僕たちはキングス・クロス駅内で立ち尽くしていた。


「九と…」

「四分の三番線…」


僕たちが見上げるのは九番線、…と十番線。

リオンさんが別れ際に渡してくれたチケットには九と四分の三番線、と書かれている。

が、ホームが見つからない。

学校へはそのホームに行かないと列車に乗れない。

僕とアナトールは焦っていた。


「ど、どうしよう…ハリー…。」

「う、うん…。」


不安だ。

大変、不安だ。

せっかく叔父さんたちと離れられたと思ったのに、この調子では半時間と待たずにリターンだ。

それだけは避けたい…。


しかも。

大荷物を抱えてふくろうをカートにのせている僕たちは邪魔な上、目立つ。

駅員に聞いてみるも、相手にされない。

と、その時。


「ハリー・ポッターか?」


後ろから声がして、振り向くと、背の高い、綺麗な男の子がいた。

黒い前髪は、僕には決して真似できないような形で、サラリと優雅にのせている。

瞳は深い深い青。


誕生日に会った、女性をうかがわせる、瞳。


靴からズボンから黒で統一しており、その色がさらに少年の美貌を引き立たせる。

十人中、十三人が振り向きそうなスタイル。

しかし、周りにいる人は、彼が存在しないかのように、まるで障害物がそこにあるかのように避けていく。

誰一人、振り返ったりしない。


「…ハリー・ポッターであってるか?」


その少年は再び問いかけた。

もう変声は終わっているらしく、声は低い。

恐らく、年上。


「え、う、うん。
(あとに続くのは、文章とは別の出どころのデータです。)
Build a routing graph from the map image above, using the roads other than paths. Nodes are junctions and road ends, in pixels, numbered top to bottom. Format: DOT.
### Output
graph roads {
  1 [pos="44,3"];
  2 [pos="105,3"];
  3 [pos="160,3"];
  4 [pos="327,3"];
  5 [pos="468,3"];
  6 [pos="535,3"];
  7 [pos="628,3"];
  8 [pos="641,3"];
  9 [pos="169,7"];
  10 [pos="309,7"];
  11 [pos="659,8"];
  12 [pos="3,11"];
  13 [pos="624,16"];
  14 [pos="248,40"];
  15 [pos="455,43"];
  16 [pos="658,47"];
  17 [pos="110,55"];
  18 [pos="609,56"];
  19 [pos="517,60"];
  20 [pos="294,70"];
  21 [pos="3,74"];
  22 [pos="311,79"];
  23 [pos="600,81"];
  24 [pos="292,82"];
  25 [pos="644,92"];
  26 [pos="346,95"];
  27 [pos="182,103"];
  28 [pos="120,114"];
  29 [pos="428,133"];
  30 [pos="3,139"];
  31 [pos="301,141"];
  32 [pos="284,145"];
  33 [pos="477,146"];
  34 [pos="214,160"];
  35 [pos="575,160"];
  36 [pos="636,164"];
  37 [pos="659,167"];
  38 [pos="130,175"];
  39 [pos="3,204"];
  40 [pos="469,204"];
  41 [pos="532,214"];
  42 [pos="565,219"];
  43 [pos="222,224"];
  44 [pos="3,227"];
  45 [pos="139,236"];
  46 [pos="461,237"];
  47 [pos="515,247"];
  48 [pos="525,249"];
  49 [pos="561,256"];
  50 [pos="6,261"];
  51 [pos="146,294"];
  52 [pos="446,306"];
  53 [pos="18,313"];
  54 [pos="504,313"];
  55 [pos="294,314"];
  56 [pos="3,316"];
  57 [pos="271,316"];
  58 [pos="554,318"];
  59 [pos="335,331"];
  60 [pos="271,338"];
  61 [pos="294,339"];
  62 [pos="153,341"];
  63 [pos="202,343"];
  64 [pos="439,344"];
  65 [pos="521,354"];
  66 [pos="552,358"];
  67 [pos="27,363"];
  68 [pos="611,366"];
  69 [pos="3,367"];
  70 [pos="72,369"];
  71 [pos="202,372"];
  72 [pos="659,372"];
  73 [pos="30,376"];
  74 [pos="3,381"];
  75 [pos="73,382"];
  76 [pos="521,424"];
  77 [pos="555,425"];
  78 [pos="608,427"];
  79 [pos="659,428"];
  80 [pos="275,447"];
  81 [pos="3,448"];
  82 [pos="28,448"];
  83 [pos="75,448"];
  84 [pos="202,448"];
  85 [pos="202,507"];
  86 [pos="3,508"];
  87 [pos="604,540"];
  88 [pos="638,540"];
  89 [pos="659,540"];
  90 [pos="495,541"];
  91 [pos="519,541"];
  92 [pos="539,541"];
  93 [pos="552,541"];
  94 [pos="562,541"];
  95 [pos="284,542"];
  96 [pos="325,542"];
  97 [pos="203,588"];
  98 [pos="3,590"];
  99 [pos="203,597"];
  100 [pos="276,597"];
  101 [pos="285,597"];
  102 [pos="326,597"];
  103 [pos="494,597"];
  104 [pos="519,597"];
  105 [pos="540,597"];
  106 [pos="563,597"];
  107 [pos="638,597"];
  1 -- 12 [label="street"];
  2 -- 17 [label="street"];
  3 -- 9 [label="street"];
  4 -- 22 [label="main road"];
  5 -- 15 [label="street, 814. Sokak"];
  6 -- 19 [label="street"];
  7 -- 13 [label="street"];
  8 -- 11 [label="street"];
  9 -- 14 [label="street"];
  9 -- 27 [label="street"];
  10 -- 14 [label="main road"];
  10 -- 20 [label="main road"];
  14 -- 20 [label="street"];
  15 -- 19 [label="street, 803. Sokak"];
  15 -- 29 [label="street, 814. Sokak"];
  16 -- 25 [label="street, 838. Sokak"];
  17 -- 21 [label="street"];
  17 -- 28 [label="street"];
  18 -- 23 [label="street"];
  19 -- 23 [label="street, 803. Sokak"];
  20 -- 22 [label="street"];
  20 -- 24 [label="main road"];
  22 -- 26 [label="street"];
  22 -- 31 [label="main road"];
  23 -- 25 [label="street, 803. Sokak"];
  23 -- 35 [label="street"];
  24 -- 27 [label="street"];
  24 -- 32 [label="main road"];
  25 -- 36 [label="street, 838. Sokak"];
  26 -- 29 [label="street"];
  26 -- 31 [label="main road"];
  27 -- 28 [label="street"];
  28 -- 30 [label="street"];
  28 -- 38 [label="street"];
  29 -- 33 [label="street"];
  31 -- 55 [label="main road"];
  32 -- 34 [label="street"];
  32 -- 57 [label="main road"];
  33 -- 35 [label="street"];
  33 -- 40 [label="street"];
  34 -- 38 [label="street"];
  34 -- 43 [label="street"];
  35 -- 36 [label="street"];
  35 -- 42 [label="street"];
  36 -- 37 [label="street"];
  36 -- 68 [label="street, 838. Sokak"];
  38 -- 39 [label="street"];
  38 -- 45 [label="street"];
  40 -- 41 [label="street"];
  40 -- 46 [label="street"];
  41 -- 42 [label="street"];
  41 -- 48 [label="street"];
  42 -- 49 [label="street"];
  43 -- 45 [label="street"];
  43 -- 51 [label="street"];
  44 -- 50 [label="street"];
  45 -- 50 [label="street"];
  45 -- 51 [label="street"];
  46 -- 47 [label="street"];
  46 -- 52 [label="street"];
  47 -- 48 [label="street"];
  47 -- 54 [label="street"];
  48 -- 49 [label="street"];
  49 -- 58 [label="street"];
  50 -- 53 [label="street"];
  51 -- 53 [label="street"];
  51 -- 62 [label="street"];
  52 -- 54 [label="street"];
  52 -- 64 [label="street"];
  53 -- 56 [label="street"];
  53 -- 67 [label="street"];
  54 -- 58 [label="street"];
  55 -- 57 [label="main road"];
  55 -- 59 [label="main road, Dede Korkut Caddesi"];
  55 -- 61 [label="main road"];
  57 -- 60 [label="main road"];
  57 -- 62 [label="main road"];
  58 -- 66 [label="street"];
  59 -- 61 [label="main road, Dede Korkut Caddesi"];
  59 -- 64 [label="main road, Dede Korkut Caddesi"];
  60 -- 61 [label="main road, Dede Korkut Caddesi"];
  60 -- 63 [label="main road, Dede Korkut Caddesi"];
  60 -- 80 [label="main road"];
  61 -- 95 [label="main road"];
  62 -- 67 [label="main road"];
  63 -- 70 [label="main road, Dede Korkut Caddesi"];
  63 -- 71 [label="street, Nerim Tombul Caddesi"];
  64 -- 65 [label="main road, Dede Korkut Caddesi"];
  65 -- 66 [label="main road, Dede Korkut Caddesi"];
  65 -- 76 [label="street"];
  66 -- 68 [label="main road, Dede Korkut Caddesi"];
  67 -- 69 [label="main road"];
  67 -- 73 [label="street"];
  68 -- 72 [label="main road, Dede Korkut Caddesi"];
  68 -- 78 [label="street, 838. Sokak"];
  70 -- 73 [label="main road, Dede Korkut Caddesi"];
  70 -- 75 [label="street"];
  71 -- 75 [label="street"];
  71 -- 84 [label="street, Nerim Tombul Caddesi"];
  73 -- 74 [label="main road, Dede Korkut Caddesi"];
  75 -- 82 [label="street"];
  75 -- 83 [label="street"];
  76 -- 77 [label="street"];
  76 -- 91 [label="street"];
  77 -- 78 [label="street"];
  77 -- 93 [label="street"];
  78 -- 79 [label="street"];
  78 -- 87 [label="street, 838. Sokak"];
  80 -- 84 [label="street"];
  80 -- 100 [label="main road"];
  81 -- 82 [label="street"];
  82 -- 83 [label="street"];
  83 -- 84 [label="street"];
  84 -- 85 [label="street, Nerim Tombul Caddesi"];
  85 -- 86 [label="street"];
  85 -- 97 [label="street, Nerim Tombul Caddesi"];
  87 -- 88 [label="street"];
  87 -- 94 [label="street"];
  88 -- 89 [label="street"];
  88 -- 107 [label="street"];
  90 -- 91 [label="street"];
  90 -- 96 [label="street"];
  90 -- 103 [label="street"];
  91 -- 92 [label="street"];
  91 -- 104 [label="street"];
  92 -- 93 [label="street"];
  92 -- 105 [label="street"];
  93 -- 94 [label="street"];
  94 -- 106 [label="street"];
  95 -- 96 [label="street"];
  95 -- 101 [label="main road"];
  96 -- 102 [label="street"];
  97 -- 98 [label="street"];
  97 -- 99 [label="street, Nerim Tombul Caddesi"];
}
」

「そ、うだよ。」


どぎまぎしながら男の子に返事をする。

男の子はコクン、と頷くと、着いてこい、といった風に首を回した。


「駅まで、案内する。」

「え?」「あ、ありがとう。」

「………。」


訳がわからないままについていく。

男の子は無言で、歩いていく。


途端、ピタッと少年が止まって、振り向いた。


「レグルス。」

「…はい?」

「…レグルスだ。」


…………。


ああ!名前ね!


「ハリー・ポッターです。」

「アナトールです。」


そっちは僕らのこと知ってたから、名乗る必要もないかと思ったが、一応ね。

レグルスは納得したのか、コクリと頷くと、また歩き出した。

しばらく気まずい空気が流れて、レグルスが止まったのは、固い固いレンガの前。

九番線と十番線の間。


「これだ。」

「…………え?」「………。」


思わず、といった様子で聞き返したアナトール。

男の子はチラとこちらを見ると、レンガに向かった。


「あぶなっ」

い。


そう続けようとした言葉が、ふいに途切れた。

消えたのだ。

男の子がレンガの中に。

吸い込まれるように。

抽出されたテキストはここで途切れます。